What is required —
Tell how many lines in the data below hold the string "dead"; give nothing but the number.

_ _ _

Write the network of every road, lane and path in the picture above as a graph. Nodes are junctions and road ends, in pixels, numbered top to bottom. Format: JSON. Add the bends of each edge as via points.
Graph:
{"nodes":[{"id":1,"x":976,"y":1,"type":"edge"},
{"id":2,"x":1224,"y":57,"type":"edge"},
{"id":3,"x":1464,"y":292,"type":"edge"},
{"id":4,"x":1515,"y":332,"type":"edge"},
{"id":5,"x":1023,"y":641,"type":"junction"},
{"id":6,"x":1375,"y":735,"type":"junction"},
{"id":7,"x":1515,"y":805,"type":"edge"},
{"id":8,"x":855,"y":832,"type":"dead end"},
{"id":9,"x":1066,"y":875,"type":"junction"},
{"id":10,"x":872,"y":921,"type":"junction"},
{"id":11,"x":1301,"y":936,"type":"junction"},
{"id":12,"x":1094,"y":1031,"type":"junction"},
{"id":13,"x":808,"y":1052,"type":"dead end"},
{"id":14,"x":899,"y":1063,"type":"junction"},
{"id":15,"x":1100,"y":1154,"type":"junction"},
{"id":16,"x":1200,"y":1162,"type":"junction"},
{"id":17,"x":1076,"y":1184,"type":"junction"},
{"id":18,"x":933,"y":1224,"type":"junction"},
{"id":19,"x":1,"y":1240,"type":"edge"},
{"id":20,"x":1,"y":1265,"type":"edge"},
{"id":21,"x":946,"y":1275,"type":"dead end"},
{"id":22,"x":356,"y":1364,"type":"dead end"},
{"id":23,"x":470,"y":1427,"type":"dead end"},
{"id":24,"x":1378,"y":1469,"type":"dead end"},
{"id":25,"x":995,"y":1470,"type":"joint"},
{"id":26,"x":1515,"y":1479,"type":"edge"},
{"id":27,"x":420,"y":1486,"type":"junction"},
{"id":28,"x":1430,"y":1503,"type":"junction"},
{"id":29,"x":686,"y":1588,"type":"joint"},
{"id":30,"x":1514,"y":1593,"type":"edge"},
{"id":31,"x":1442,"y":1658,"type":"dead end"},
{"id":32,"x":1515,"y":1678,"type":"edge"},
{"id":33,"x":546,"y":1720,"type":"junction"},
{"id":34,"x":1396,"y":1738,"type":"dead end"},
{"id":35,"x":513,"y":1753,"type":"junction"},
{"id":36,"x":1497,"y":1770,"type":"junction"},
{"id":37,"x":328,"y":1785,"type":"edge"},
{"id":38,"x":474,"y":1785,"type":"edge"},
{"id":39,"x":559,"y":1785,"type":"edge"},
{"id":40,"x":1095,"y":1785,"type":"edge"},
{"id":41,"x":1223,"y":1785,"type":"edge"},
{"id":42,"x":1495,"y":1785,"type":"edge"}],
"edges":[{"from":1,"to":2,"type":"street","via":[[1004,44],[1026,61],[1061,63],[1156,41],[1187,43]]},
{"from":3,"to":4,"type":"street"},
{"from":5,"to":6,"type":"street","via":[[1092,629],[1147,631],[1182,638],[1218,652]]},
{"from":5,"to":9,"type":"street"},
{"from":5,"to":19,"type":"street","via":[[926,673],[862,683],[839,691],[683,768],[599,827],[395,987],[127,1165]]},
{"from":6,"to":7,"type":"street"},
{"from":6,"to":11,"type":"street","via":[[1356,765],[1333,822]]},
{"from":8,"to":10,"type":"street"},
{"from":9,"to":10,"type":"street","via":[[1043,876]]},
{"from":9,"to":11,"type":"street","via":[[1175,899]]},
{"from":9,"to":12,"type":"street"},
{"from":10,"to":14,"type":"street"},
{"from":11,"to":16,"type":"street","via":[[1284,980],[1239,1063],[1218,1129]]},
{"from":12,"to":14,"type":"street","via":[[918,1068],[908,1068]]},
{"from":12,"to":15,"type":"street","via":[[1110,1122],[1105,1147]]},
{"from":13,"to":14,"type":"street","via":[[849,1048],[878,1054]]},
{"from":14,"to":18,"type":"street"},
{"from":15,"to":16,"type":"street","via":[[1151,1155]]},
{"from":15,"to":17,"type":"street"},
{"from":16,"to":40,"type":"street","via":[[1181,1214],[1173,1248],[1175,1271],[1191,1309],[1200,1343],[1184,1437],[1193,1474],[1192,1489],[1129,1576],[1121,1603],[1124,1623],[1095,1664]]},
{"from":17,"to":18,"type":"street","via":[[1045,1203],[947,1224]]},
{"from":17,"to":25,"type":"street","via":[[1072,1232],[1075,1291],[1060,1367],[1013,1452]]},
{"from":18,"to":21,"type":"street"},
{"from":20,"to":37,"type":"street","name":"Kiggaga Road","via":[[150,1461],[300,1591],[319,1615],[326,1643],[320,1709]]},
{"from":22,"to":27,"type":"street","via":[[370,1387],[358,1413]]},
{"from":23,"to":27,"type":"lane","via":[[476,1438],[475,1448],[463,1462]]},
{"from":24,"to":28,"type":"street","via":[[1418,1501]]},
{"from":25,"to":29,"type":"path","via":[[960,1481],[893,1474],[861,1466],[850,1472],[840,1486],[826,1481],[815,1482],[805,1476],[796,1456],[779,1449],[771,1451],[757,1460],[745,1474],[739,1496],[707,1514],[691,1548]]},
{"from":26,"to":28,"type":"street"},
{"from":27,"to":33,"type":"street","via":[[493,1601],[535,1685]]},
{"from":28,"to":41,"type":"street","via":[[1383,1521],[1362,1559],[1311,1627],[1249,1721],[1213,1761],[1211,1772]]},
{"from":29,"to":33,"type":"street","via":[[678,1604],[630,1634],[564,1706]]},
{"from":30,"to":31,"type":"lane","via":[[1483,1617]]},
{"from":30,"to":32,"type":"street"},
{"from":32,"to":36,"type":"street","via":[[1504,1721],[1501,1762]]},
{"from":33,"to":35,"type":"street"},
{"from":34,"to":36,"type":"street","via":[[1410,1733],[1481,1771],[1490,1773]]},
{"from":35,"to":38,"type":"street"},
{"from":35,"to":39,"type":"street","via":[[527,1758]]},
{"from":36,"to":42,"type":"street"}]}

_ _ _

Answer to this exercise —
8